An audio commentary offers an interesting insight into the process of making the film, especially with its slightly unorthodox shooting style. Deleted and extended scenes complete the special features. Nothing spectacular then, but for an independent film it's nice to at least get something other than trailers.
Audio and video are both serviceable. While the picture is relatively detailed, the shooting style dictates that both the lighting and framing of shots is not really going to produce a particularly captivating image.
Despite initially being shocked by his bloated appearance, especially considering a DVD cover that belies his look in the film (nice bit of airbrushing, I assume), Edward Furlong gives a solid performance. The script may not give him much to work with, certainly nothing original, but he gives his best shot at it and comes out relatively unscathed.

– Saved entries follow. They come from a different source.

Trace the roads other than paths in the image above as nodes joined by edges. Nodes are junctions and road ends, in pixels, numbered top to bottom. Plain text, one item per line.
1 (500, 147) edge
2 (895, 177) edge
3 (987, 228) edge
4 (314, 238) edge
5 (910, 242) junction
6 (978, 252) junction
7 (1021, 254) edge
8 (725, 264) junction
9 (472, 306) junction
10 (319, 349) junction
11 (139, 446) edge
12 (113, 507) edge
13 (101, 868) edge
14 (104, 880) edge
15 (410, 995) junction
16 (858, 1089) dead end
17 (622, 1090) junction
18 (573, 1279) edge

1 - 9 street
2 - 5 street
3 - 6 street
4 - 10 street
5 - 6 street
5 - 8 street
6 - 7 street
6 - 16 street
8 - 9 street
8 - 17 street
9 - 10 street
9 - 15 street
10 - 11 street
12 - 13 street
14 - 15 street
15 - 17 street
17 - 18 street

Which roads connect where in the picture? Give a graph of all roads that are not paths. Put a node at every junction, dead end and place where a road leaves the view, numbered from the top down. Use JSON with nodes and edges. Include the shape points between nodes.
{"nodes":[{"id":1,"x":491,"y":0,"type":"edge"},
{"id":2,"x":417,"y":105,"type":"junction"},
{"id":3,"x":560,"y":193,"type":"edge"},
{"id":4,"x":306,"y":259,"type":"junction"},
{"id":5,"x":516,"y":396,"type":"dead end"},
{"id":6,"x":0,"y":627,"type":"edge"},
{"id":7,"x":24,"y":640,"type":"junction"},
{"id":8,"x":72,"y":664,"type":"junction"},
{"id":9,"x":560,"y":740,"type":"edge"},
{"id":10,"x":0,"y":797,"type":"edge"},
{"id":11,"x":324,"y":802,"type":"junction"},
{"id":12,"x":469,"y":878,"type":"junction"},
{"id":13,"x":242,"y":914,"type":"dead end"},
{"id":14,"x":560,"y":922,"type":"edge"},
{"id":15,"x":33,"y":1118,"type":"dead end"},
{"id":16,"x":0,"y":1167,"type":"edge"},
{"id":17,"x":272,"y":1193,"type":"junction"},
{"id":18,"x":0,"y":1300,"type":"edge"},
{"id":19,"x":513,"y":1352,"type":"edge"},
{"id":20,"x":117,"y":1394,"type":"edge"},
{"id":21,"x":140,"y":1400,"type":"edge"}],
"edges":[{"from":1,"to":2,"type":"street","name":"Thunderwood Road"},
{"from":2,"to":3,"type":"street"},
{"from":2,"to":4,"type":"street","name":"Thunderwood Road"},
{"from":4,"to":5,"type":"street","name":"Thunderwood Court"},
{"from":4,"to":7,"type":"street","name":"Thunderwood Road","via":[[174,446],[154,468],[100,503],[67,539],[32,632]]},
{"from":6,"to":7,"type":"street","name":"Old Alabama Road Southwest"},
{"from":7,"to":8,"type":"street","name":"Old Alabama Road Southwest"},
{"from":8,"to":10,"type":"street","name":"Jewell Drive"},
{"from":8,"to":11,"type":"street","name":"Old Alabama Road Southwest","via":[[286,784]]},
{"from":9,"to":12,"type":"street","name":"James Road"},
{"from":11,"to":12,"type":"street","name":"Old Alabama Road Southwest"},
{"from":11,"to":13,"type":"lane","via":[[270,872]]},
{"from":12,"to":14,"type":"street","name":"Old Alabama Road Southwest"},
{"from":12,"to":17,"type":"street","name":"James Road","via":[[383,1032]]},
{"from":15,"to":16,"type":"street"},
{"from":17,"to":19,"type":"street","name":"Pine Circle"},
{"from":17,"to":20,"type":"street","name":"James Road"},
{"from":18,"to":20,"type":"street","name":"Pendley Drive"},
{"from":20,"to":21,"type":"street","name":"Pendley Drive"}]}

Similarly Rachael Bella does some good stuff here as Judy. In fact the role of Judy is ultimately the more complex and rewarding. Despite Furlong's efforts, Jimmy never once managed to elicit anything more from me than disdain. Judy, on the other hand, is clearly looking for someone to lift her from the mire she finds herself in at the start of the film. When she witnesses Jimmy's revenge on those who had previously wronged her she at last finds someone who, at the very least, has shown an interest in her. As the story progresses she becomes more dependent on the increasingly destructive Jimmy and begins to take on his more repellent traits. Her character arc is one of the few high notes of an otherwise dull experience.

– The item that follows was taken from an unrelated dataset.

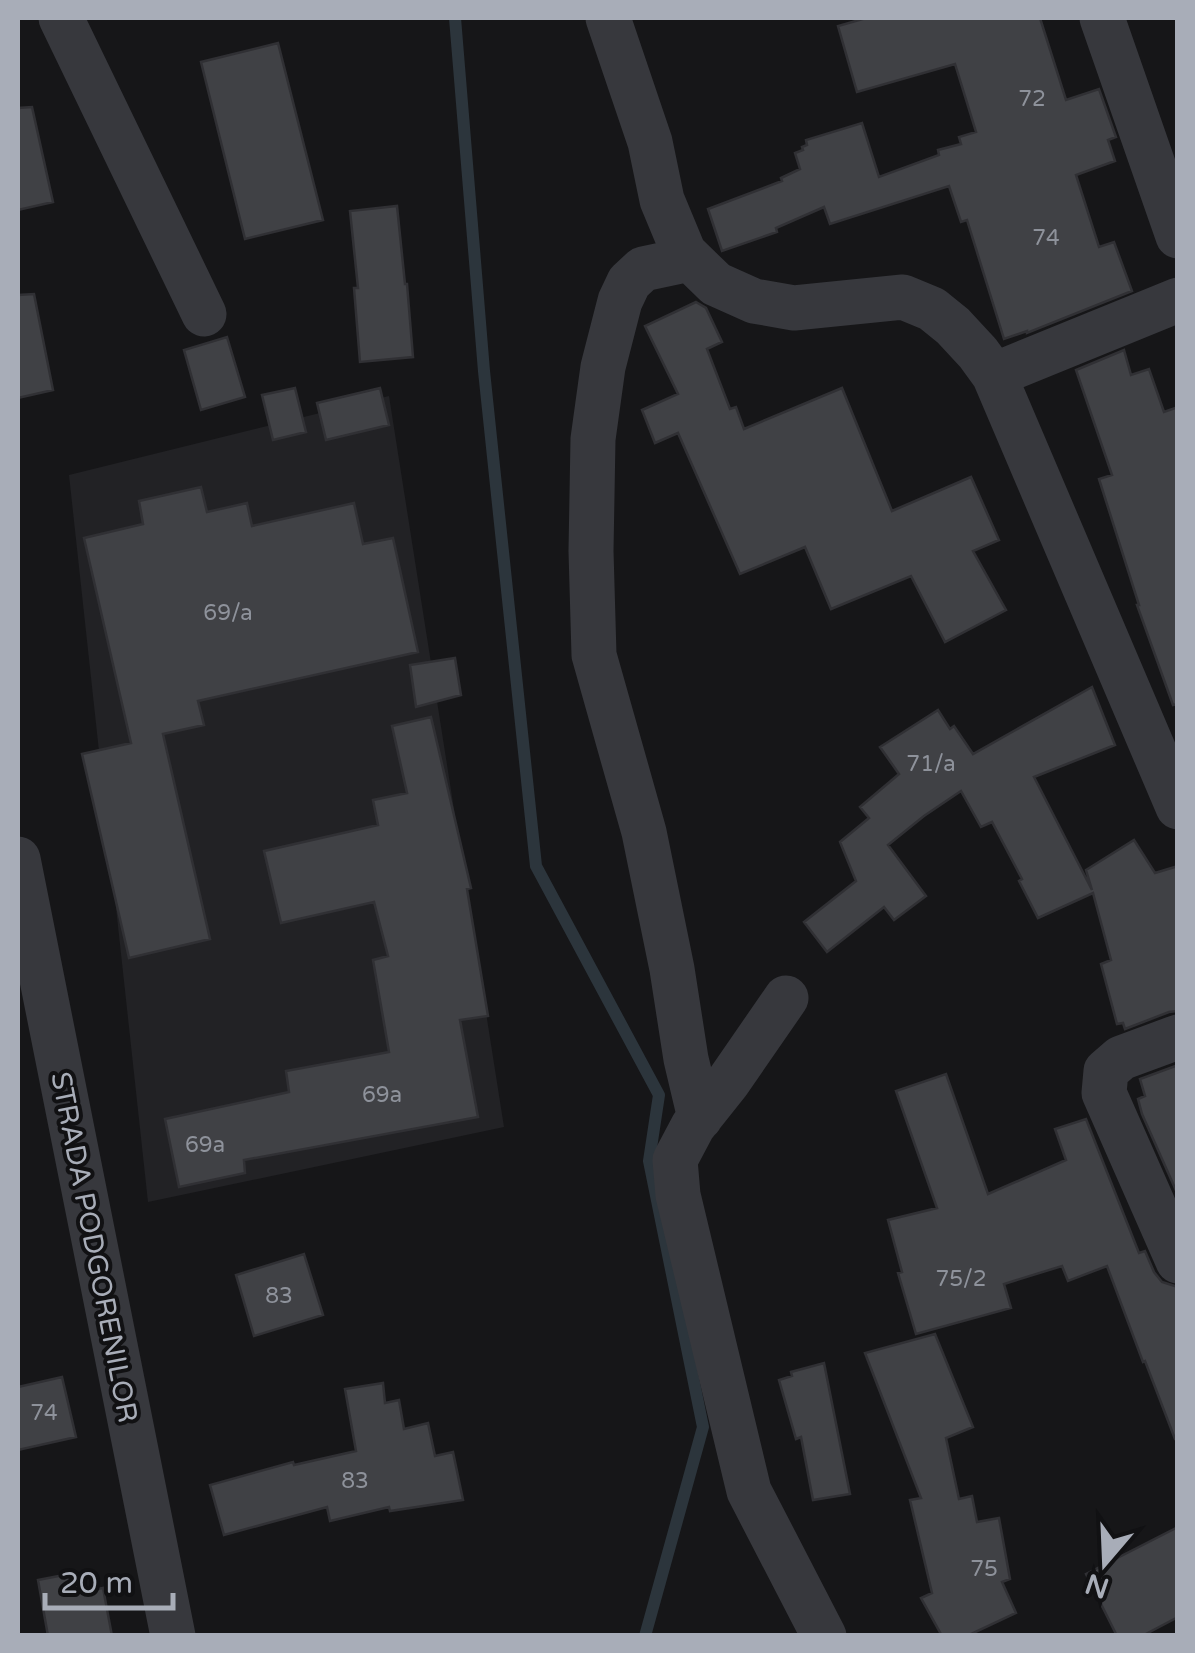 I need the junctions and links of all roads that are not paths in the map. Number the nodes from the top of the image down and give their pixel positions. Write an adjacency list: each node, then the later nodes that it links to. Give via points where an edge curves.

For a film that so desperately wants to be edgy and anti-establishment, it sticks rigidly to the standard three-act structure and throws in so many genre clichés it soon becomes tiresome. But for the performances of its leads, this film would be without any merit whatsoever.
Finally, just because you've seen the works of Stone, Scorcese, and Tarantino doesn't mean you're well-versed enough in film to be able to make a good movie. If it were the case, I'd be a hotshot writer/director rather than being a mild-mannered IT analyst by day and a part-time DVD reviewer by night. Sadly so many young filmmakers today seem content to make cover versions of their favorite films, with the aforementioned directors being the most imitated. While I applaud Anchor Bay for supporting the indie scene, I just wish the filmmakers themselves would show more imagination than is evident here and not just rely on a gimmick to stand out.
Mickey and Mallory won't be losing any sleep over these two. Unoriginal and too reliant on a gimmick, Jimmy and Judy just doesn't pass muster. Guilty.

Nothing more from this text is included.